Bei der April-Regatta Trofeo Princesa Sofía wird der schwedische Olympiasegler Jesper Stalheim Philipp Buhl und Nik Willim betreuen. In Hyères ist der olympische Silbermedaillengewinner Andreas Geritzer aus Österreich zusätzlich zum geschätzten Bundestrainer Alex Schlonski an Bord, der parallel die Perspektivkadersegler des German Sailing Teams betreut.
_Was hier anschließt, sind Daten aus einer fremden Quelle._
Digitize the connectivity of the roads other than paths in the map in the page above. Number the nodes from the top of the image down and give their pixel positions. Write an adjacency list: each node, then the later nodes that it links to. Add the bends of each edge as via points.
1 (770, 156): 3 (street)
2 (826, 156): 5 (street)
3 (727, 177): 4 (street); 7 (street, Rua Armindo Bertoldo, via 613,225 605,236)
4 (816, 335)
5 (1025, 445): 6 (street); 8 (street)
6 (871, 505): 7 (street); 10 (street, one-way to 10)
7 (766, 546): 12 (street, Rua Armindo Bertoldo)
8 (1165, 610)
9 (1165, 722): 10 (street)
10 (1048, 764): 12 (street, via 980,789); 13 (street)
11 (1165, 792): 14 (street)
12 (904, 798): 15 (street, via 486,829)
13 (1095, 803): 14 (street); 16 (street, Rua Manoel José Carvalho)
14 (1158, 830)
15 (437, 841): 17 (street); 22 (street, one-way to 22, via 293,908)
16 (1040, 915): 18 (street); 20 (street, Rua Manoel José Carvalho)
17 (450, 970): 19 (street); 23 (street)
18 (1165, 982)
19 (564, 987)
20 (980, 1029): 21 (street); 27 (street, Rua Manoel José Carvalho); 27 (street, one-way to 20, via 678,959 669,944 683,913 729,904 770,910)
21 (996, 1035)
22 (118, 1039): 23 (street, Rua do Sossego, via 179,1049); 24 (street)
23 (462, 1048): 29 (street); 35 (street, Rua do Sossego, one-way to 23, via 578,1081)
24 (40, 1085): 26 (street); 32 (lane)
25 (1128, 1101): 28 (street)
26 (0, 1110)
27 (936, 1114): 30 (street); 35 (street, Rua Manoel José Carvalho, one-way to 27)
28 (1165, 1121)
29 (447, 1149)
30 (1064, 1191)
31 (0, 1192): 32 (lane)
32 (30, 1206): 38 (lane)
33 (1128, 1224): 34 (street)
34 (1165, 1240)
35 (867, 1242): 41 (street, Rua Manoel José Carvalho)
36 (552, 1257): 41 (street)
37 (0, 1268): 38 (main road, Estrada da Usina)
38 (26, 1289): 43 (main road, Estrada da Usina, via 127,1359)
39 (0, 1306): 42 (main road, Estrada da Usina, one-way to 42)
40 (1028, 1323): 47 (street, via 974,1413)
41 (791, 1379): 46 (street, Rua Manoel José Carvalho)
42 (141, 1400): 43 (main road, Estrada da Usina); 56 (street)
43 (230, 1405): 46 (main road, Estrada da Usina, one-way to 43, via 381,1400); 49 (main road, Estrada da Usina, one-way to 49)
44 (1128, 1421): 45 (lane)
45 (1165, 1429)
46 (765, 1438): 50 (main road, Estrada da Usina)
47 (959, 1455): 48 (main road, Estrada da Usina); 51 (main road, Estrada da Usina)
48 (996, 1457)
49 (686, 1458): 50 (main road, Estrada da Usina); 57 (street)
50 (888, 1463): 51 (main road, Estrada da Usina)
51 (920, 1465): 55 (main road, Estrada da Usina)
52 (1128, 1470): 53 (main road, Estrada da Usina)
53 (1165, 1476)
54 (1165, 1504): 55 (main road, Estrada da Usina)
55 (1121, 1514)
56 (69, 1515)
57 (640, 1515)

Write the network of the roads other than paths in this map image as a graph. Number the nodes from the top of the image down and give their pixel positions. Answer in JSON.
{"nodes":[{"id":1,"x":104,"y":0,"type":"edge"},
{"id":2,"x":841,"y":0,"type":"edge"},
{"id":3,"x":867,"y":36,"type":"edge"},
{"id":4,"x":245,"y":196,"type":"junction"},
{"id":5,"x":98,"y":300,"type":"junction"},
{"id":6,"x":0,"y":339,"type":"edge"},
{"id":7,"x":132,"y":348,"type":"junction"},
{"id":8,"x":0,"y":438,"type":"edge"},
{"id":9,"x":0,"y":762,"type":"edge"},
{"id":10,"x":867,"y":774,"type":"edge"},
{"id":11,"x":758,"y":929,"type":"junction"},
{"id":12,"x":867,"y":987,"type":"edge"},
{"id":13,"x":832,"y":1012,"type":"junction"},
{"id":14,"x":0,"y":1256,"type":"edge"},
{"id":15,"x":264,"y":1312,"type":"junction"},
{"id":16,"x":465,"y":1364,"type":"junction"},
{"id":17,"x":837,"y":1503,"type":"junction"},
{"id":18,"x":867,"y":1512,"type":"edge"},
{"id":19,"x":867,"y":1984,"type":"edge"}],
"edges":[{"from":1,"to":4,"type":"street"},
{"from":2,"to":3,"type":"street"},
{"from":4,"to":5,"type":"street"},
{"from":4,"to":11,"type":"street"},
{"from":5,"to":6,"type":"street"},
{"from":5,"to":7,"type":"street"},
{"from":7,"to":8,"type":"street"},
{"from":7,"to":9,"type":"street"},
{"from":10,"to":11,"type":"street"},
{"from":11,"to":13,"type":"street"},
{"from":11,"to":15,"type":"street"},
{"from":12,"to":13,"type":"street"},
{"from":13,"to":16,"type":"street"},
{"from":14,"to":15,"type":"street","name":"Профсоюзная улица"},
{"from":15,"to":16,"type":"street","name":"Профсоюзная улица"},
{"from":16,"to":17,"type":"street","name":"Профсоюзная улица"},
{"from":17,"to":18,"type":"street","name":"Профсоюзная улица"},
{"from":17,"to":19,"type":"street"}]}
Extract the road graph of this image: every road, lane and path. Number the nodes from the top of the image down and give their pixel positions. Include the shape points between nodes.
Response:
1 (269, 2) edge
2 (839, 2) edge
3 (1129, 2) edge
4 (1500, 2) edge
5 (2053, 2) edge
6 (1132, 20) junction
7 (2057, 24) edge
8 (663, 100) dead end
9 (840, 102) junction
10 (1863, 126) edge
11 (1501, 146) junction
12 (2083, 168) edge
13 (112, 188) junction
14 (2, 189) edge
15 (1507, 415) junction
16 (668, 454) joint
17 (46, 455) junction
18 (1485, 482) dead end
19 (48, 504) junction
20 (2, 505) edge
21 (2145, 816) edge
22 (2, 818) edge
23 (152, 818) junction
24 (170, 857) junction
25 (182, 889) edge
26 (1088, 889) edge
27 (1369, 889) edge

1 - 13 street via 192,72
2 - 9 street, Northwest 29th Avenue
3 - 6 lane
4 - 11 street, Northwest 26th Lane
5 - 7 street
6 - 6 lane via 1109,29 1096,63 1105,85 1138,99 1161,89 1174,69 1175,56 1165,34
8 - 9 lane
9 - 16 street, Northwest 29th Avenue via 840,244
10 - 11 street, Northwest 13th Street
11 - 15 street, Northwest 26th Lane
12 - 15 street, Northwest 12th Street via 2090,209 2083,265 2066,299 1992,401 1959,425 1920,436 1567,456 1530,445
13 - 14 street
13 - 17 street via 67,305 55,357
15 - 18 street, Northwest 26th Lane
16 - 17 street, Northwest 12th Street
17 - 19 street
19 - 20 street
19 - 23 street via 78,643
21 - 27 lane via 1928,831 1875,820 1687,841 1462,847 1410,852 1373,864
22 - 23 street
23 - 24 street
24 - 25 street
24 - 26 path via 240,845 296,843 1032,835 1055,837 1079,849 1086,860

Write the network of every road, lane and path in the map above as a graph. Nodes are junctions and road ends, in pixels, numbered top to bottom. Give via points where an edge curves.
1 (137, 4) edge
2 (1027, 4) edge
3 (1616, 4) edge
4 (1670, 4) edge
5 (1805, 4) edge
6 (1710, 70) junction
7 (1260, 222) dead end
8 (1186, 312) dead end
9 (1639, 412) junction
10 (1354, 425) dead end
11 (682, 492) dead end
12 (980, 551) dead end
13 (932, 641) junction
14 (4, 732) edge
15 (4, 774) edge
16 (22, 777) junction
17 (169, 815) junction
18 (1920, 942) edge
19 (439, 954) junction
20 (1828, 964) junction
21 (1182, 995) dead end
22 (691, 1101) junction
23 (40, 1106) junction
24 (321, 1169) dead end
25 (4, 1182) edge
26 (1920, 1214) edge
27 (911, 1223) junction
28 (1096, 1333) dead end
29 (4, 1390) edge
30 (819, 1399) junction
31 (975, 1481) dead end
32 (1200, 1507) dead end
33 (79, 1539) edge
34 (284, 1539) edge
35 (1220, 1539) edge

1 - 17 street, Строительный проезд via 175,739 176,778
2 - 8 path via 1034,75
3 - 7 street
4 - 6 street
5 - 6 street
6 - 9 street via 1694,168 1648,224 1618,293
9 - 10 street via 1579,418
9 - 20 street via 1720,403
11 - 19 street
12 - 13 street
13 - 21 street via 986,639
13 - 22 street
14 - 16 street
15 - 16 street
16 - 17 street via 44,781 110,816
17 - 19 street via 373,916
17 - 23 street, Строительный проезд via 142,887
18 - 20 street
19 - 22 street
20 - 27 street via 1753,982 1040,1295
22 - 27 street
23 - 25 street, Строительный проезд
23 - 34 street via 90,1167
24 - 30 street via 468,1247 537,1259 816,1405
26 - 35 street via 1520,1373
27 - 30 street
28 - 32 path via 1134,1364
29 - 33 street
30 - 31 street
Dass Philipp Buhl diese Europameisterschaft nach souveränem Einstieg im Endspurt nicht ganz optimal gelungen ist, ändert nichts an den ehrgeizigen Plänen der deutschen Ilca-7-Medaillenjäger. Der 33-jährige Allgäuer, der für seinen Heimatverein Segelclub Alpsee-Immenstadt und den Norddeutschen Regatta Verein startet und seinen dritten Olympiastart anpeilt, sagt: “Platz acht hier bei der EM ist nicht das, was ich mir vorgestellt hatte. Ich freue mich aber für Nik, auch wenn er mir auf der anderen Seite das Leben schwer macht. Wir sind die beiden Besten unserer Trainingsgruppe. Das ist ein gutes Signal für diese Saison.”
In der nationalen Ausscheidung um nur einen deutschen Ilca-7-Startplatz bei der vorolympischen Testregatta in Marseille in diesem Jahr liegt Nik Willim nun mit zwei Punkten vor Philipp Buhl in Führung. Mit der Semaine Olympique Française wird schon Ende April nur eine weitere Regatta die Entscheidung bringen, wer von den beiden – Geselle oder Meister – im Olympiarevier ein Jahr vor den Spielen wertvolle Erfahrung sammeln darf. Weltmeister Buhl wird sich strecken und alles Können in die Waagschale werfen müssen. Der erfolgreiche Geselle Willim wird seine Chance suchen. Er hat jetzt, was ihm bei der WM 2022 in Mexiko noch fehlte: die physische Stärke, auch im letzten Rennen an einem langen Tag noch durchziehen zu können.
Für Olympia 2024 will Willim “Vollgas geben”: “Dann wird der Bessere von uns fahren. Ich kann das auch schaffen. Es ist gut zu wissen, dass meine Fähigkeiten jetzt dafür ausreichen, Medaillen gewinnen zu können.” Er will solche, von denen Philipp Buhl schon komplette Sätze beisammen hat: Gold, Silber und Bronze hat er bei Europameisterschaften gewonnen. Gold, Silber und Bronze hat Buhl auch bei Weltmeisterschaften abgeräumt. Ihm fehlt die olympische Medaille, für die er seine ganze Erfahrung einsetzen wird.
Zu einem möglichen Duell um die Olympiafahrkarte für 2024 mit dem jüngeren Trainingspartner, den er seit vielen Jahren beflügelt und schätzt, sagte Buhl: “Wenn man nicht in der Komfortzone cruisen, sondern eine Medaille gewinnen will, ist das gut so.”